[Stored data Boundary: Start]

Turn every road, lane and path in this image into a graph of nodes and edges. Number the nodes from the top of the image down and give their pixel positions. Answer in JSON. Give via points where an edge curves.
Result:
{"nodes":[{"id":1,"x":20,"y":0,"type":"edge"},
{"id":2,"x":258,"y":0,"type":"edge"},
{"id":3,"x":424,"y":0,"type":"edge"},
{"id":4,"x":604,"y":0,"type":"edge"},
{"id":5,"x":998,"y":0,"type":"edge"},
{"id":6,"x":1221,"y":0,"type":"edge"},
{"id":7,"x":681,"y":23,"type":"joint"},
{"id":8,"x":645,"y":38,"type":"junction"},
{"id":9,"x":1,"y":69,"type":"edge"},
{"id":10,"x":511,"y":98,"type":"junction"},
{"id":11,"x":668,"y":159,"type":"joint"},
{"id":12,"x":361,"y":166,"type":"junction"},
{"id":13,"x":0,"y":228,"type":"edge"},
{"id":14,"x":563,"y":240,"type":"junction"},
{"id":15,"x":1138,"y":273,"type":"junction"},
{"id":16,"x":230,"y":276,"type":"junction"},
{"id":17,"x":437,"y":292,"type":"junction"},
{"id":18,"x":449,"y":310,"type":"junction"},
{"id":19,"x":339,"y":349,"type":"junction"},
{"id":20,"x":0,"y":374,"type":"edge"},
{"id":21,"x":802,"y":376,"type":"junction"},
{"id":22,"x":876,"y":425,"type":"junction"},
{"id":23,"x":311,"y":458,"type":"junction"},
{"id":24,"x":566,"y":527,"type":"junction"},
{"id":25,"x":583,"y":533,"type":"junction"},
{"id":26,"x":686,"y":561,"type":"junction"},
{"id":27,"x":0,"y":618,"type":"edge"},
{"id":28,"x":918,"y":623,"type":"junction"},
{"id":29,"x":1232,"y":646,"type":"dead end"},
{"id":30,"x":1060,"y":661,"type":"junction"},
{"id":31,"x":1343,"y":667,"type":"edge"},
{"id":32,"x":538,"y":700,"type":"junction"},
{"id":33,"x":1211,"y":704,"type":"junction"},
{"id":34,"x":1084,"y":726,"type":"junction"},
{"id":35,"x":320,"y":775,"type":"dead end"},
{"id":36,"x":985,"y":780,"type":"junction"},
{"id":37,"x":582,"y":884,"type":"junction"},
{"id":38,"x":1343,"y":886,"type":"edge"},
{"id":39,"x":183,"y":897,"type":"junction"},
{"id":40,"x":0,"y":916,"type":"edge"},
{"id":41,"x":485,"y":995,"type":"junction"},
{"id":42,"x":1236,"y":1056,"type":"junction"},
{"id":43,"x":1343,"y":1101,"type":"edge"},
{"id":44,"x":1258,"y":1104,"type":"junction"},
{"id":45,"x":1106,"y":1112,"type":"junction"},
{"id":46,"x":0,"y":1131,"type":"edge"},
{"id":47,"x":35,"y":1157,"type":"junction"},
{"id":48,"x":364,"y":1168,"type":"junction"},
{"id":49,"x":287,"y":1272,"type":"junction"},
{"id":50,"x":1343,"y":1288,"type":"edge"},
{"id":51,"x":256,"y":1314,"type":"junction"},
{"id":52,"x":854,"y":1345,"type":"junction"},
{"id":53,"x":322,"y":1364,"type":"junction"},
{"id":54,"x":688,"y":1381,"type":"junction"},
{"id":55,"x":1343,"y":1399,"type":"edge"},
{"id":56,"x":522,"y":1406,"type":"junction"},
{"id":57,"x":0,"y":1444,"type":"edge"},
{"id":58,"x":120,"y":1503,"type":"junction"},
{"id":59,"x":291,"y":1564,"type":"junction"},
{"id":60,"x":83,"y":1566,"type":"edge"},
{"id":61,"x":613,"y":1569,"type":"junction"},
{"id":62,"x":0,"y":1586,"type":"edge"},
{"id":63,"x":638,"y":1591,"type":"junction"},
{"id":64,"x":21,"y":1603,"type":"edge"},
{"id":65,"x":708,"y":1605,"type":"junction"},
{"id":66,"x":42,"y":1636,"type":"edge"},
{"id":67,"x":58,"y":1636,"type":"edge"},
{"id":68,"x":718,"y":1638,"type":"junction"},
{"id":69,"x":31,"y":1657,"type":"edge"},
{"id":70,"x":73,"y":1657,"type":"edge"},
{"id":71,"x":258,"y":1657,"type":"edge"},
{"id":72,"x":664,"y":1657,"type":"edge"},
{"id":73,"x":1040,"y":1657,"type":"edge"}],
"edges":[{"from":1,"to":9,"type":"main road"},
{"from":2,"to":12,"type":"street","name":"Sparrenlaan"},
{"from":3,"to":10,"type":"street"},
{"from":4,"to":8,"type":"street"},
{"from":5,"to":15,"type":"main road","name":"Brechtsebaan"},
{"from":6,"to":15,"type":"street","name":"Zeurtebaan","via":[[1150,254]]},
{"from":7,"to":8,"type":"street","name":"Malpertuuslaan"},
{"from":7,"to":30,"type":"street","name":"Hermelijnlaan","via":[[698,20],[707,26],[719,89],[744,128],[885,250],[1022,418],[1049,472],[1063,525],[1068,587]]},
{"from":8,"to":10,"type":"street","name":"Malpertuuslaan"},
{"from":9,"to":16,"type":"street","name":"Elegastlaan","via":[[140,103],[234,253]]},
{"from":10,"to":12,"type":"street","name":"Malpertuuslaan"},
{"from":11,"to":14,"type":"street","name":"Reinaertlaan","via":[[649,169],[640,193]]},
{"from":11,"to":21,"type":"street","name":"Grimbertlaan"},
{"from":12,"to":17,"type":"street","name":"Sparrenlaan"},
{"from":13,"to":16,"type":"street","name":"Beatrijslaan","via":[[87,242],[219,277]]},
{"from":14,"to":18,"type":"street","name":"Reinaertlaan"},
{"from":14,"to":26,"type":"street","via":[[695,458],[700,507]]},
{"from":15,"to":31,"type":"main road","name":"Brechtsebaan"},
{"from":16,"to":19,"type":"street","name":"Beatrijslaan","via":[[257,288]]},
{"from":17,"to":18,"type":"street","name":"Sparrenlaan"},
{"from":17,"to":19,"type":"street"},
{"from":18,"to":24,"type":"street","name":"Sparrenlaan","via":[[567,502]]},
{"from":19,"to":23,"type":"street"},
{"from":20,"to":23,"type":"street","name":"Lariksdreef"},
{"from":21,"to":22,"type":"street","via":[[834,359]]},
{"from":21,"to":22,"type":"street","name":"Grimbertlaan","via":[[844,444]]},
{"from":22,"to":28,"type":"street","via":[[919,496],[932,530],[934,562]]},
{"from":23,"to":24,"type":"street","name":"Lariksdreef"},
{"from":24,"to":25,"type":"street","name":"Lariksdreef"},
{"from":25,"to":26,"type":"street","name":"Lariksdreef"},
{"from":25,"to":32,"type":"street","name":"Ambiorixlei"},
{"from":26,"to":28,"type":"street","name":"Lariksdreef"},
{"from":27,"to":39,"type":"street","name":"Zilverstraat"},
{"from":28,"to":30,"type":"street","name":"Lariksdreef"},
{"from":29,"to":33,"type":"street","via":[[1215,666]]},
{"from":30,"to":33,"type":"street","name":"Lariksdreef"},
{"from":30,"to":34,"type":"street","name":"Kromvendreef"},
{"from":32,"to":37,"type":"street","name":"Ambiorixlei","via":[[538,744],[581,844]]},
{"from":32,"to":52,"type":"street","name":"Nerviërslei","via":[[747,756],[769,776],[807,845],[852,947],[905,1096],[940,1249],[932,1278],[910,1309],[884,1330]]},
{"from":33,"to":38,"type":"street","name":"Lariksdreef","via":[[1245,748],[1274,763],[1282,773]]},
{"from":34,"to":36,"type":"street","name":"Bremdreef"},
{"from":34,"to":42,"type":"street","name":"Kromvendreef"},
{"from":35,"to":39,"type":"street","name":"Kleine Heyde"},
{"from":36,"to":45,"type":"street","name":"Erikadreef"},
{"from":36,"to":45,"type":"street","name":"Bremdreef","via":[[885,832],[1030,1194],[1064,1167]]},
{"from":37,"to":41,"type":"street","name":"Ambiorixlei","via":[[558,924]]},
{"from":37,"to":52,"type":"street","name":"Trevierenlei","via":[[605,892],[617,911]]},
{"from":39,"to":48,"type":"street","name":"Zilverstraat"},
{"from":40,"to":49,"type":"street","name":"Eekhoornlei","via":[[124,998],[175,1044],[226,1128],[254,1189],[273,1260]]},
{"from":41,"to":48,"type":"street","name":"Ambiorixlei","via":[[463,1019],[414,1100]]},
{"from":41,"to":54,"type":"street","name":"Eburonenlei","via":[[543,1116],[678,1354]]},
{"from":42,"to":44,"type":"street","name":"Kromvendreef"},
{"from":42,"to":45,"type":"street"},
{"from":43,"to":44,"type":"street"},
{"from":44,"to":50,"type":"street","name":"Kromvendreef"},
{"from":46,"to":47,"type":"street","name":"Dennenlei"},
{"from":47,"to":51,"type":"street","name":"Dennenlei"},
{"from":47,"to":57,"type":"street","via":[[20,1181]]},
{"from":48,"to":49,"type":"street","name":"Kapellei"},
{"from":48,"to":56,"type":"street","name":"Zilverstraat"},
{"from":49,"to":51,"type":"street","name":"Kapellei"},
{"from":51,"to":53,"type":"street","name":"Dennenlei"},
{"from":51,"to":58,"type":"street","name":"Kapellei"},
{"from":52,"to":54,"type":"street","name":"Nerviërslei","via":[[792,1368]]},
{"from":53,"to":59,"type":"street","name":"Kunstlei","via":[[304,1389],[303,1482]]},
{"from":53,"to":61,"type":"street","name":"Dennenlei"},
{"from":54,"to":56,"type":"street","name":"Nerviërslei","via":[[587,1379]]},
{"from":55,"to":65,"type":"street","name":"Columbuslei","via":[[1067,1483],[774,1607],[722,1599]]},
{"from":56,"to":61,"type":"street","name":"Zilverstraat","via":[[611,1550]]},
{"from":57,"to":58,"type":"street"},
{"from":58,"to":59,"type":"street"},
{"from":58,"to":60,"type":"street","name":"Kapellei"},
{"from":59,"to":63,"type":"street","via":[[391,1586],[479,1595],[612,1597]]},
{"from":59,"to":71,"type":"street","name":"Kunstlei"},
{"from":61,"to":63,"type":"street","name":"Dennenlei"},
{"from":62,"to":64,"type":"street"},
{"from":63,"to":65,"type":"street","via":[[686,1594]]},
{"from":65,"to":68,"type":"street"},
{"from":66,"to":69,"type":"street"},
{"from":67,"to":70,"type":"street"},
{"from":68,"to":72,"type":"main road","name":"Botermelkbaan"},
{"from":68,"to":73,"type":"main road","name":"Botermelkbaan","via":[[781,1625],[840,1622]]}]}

[Stored data Boundary: End]
[Stored data Boundary: Start]

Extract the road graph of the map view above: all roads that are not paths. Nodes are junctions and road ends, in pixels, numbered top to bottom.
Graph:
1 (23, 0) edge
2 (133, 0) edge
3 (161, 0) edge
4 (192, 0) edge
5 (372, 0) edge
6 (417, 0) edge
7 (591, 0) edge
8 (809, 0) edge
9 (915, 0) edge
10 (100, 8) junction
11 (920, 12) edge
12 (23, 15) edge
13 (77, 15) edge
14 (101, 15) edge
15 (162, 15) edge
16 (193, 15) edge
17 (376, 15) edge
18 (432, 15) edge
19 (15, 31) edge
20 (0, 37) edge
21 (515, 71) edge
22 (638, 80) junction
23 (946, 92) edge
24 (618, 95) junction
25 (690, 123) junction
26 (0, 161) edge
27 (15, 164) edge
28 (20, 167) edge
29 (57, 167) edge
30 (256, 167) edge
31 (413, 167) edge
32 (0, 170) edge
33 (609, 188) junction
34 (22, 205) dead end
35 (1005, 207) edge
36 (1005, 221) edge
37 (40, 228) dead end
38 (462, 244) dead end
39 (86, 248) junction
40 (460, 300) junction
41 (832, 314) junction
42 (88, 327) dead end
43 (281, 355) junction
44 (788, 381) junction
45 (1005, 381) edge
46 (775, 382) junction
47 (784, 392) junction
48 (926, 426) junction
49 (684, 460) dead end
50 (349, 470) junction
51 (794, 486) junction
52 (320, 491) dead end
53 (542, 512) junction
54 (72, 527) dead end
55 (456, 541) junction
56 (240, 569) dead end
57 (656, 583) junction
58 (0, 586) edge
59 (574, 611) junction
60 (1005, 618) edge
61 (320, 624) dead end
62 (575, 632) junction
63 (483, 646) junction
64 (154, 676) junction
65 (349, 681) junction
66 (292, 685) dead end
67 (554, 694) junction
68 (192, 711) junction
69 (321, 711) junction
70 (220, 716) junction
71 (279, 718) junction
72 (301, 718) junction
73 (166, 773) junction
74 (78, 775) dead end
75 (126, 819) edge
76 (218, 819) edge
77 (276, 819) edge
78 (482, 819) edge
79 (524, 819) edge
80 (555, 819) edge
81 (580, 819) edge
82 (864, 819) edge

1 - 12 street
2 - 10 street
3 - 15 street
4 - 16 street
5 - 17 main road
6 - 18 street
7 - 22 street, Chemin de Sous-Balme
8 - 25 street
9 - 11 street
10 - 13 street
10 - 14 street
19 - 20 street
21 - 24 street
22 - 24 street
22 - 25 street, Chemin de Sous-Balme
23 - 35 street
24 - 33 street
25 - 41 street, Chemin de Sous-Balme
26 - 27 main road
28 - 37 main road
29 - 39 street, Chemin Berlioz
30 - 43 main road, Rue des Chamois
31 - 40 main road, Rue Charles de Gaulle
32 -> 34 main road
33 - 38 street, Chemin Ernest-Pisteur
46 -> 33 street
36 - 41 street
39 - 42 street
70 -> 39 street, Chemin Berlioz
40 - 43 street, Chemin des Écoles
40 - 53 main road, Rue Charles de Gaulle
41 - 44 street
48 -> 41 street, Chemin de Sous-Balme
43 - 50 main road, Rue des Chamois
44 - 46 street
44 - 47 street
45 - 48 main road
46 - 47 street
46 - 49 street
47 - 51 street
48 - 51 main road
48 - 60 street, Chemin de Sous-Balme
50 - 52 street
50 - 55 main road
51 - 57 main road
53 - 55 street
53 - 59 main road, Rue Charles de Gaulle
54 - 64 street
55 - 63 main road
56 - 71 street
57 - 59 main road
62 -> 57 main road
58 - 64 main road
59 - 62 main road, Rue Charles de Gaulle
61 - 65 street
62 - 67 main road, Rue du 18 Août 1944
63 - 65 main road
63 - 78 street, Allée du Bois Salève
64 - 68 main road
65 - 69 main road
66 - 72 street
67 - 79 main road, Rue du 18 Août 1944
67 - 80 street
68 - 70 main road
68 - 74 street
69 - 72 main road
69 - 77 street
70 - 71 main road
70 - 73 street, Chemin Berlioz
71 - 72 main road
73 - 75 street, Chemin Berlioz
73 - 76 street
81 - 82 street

[Stored data Boundary: End]
[Stored data Boundary: Start]

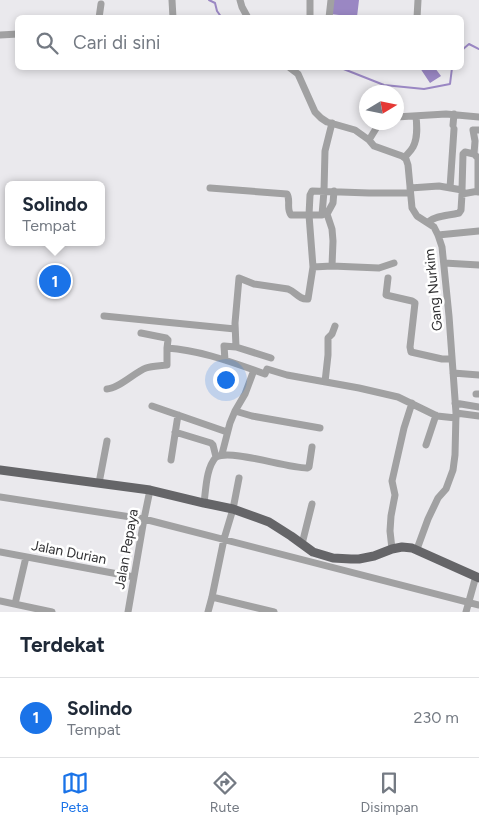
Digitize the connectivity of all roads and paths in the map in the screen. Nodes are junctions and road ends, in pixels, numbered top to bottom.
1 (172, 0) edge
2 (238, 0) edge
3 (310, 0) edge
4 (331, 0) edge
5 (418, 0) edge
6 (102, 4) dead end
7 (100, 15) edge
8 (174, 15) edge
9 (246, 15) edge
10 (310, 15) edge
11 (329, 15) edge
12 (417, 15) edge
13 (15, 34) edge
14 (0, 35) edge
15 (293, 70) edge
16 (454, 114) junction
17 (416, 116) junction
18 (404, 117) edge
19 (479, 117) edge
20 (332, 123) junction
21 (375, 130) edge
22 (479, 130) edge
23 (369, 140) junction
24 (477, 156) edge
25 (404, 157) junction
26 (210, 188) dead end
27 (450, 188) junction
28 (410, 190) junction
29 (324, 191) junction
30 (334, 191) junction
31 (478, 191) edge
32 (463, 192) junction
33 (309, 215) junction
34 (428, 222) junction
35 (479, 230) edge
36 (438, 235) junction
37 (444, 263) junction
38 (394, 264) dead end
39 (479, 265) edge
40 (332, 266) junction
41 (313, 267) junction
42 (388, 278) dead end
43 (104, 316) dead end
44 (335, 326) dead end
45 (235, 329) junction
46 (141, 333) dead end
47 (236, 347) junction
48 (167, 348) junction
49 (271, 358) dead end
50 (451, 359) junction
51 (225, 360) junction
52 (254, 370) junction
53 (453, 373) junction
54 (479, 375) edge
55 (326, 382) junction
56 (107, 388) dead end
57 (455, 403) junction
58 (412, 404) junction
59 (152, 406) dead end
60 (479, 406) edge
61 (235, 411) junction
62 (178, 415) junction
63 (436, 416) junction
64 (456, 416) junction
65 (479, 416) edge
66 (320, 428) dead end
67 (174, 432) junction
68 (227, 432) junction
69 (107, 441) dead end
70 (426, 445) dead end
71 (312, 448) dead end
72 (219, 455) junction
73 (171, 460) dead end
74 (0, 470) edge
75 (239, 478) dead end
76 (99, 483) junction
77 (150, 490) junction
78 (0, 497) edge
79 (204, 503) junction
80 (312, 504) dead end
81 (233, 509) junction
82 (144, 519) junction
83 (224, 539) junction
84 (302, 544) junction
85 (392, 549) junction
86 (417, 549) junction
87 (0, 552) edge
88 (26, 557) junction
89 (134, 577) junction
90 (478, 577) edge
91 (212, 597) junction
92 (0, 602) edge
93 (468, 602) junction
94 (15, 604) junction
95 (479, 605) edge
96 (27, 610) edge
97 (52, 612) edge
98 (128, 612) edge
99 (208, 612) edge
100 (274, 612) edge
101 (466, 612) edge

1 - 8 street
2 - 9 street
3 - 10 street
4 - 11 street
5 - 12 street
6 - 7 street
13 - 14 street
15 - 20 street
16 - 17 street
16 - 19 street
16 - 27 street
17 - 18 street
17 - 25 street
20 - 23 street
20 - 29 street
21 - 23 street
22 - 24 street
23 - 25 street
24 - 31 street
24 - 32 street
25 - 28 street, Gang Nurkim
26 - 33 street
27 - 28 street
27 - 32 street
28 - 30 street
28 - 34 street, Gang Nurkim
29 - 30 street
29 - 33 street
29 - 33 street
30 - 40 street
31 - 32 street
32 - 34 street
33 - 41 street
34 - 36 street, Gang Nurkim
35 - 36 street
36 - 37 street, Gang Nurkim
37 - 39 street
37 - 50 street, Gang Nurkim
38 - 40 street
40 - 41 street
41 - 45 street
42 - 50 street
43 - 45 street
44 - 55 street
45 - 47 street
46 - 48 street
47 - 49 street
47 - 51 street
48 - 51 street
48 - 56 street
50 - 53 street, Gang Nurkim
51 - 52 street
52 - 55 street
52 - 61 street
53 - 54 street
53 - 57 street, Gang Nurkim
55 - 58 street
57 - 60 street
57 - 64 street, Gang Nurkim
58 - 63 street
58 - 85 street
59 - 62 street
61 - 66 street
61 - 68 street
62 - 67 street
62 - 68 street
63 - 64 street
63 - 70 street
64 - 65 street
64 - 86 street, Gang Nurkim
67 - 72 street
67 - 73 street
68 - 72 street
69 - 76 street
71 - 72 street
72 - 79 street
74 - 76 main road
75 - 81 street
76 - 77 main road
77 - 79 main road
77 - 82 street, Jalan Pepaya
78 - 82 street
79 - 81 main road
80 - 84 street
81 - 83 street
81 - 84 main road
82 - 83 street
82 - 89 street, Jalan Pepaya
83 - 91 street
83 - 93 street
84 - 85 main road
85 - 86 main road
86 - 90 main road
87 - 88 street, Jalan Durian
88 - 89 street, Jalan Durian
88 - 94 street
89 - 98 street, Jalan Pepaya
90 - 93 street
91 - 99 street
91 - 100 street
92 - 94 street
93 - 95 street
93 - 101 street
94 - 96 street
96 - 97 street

[Stored data Boundary: End]

Exercise requirements: Count each line above with "Pepaya"; write only the number.

Reply to the task: 3